# Task statement:
The data must be returned exactly. No line may be left out.

# Dataset excerpts:
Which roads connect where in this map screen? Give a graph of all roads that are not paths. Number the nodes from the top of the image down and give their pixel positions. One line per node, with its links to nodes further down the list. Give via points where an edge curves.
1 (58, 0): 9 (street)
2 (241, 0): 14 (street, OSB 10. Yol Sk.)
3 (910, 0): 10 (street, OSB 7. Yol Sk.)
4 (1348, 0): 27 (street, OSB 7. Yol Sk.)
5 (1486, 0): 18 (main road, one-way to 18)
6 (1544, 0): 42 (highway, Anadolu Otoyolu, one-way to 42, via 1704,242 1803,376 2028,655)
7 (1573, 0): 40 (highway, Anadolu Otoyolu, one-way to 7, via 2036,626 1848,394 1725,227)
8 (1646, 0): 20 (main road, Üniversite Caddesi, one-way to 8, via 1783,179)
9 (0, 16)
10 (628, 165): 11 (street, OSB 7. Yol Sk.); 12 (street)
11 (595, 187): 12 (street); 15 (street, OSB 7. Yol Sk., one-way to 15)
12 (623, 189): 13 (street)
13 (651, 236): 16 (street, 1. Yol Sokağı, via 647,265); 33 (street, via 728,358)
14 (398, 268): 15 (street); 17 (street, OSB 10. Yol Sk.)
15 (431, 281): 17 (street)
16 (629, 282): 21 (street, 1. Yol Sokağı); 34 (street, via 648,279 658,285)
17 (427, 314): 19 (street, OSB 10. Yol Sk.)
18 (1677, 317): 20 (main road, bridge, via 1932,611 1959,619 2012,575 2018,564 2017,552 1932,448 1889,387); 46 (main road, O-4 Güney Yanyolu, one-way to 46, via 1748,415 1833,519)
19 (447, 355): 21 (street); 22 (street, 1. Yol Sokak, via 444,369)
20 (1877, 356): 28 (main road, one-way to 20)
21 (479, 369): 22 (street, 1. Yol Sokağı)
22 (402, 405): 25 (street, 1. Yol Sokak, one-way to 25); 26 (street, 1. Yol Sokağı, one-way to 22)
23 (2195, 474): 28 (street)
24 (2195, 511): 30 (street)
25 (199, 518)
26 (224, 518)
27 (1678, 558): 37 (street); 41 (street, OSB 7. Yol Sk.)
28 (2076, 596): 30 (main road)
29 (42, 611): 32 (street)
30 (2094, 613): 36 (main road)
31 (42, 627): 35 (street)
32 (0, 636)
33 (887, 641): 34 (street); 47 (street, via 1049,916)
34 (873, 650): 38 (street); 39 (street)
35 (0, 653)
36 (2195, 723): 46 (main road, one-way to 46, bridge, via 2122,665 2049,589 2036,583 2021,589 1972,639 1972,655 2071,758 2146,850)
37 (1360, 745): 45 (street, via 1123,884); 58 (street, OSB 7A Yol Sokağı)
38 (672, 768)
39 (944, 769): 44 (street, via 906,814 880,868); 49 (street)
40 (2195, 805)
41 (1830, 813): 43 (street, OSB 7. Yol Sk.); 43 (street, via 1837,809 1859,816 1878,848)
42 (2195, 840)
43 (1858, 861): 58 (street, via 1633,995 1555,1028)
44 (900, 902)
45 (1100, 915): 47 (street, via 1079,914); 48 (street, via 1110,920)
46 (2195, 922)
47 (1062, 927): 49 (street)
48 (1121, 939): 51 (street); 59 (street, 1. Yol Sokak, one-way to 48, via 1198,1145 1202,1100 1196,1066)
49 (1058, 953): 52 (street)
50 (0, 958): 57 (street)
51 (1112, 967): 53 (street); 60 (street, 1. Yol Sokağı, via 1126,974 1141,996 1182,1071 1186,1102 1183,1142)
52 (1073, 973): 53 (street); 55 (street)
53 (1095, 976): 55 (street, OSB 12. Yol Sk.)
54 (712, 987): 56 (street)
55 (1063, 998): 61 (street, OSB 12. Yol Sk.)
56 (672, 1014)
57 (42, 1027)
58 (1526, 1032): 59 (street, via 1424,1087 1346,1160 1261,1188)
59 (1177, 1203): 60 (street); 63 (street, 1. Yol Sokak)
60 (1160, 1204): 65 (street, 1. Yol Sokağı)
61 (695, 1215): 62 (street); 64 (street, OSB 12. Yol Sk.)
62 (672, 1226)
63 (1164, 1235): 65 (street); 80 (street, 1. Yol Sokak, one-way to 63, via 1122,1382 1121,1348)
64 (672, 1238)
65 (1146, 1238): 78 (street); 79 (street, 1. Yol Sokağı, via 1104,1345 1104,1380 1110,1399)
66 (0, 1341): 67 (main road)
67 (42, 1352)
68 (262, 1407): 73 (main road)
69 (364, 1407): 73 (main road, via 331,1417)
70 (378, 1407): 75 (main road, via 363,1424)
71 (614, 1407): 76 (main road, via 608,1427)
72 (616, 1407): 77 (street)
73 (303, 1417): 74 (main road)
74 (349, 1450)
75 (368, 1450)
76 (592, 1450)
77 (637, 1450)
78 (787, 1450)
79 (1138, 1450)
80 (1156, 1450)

# Result of the task:
Which roads connect where in this map screen? Give a graph of all roads that are not paths. Number the nodes from the top of the image down and give their pixel positions. One line per node, with its links to nodes further down the list. Give via points where an edge curves.
1 (58, 0): 9 (street)
2 (241, 0): 14 (street, OSB 10. Yol Sk.)
3 (910, 0): 10 (street, OSB 7. Yol Sk.)
4 (1348, 0): 27 (street, OSB 7. Yol Sk.)
5 (1486, 0): 18 (main road, one-way to 18)
6 (1544, 0): 42 (highway, Anadolu Otoyolu, one-way to 42, via 1704,242 1803,376 2028,655)
7 (1573, 0): 40 (highway, Anadolu Otoyolu, one-way to 7, via 2036,626 1848,394 1725,227)
8 (1646, 0): 20 (main road, Üniversite Caddesi, one-way to 8, via 1783,179)
9 (0, 16)
10 (628, 165): 11 (street, OSB 7. Yol Sk.); 12 (street)
11 (595, 187): 12 (street); 15 (street, OSB 7. Yol Sk., one-way to 15)
12 (623, 189): 13 (street)
13 (651, 236): 16 (street, 1. Yol Sokağı, via 647,265); 33 (street, via 728,358)
14 (398, 268): 15 (street); 17 (street, OSB 10. Yol Sk.)
15 (431, 281): 17 (street)
16 (629, 282): 21 (street, 1. Yol Sokağı); 34 (street, via 648,279 658,285)
17 (427, 314): 19 (street, OSB 10. Yol Sk.)
18 (1677, 317): 20 (main road, bridge, via 1932,611 1959,619 2012,575 2018,564 2017,552 1932,448 1889,387); 46 (main road, O-4 Güney Yanyolu, one-way to 46, via 1748,415 1833,519)
19 (447, 355): 21 (street); 22 (street, 1. Yol Sokak, via 444,369)
20 (1877, 356): 28 (main road, one-way to 20)
21 (479, 369): 22 (street, 1. Yol Sokağı)
22 (402, 405): 25 (street, 1. Yol Sokak, one-way to 25); 26 (street, 1. Yol Sokağı, one-way to 22)
23 (2195, 474): 28 (street)
24 (2195, 511): 30 (street)
25 (199, 518)
26 (224, 518)
27 (1678, 558): 37 (street); 41 (street, OSB 7. Yol Sk.)
28 (2076, 596): 30 (main road)
29 (42, 611): 32 (street)
30 (2094, 613): 36 (main road)
31 (42, 627): 35 (street)
32 (0, 636)
33 (887, 641): 34 (street); 47 (street, via 1049,916)
34 (873, 650): 38 (street); 39 (street)
35 (0, 653)
36 (2195, 723): 46 (main road, one-way to 46, bridge, via 2122,665 2049,589 2036,583 2021,589 1972,639 1972,655 2071,758 2146,850)
37 (1360, 745): 45 (street, via 1123,884); 58 (street, OSB 7A Yol Sokağı)
38 (672, 768)
39 (944, 769): 44 (street, via 906,814 880,868); 49 (street)
40 (2195, 805)
41 (1830, 813): 43 (street, OSB 7. Yol Sk.); 43 (street, via 1837,809 1859,816 1878,848)
42 (2195, 840)
43 (1858, 861): 58 (street, via 1633,995 1555,1028)
44 (900, 902)
45 (1100, 915): 47 (street, via 1079,914); 48 (street, via 1110,920)
46 (2195, 922)
47 (1062, 927): 49 (street)
48 (1121, 939): 51 (street); 59 (street, 1. Yol Sokak, one-way to 48, via 1198,1145 1202,1100 1196,1066)
49 (1058, 953): 52 (street)
50 (0, 958): 57 (street)
51 (1112, 967): 53 (street); 60 (street, 1. Yol Sokağı, via 1126,974 1141,996 1182,1071 1186,1102 1183,1142)
52 (1073, 973): 53 (street); 55 (street)
53 (1095, 976): 55 (street, OSB 12. Yol Sk.)
54 (712, 987): 56 (street)
55 (1063, 998): 61 (street, OSB 12. Yol Sk.)
56 (672, 1014)
57 (42, 1027)
58 (1526, 1032): 59 (street, via 1424,1087 1346,1160 1261,1188)
59 (1177, 1203): 60 (street); 63 (street, 1. Yol Sokak)
60 (1160, 1204): 65 (street, 1. Yol Sokağı)
61 (695, 1215): 62 (street); 64 (street, OSB 12. Yol Sk.)
62 (672, 1226)
63 (1164, 1235): 65 (street); 80 (street, 1. Yol Sokak, one-way to 63, via 1122,1382 1121,1348)
64 (672, 1238)
65 (1146, 1238): 78 (street); 79 (street, 1. Yol Sokağı, via 1104,1345 1104,1380 1110,1399)
66 (0, 1341): 67 (main road)
67 (42, 1352)
68 (262, 1407): 73 (main road)
69 (364, 1407): 73 (main road, via 331,1417)
70 (378, 1407): 75 (main road, via 363,1424)
71 (614, 1407): 76 (main road, via 608,1427)
72 (616, 1407): 77 (street)
73 (303, 1417): 74 (main road)
74 (349, 1450)
75 (368, 1450)
76 (592, 1450)
77 (637, 1450)
78 (787, 1450)
79 (1138, 1450)
80 (1156, 1450)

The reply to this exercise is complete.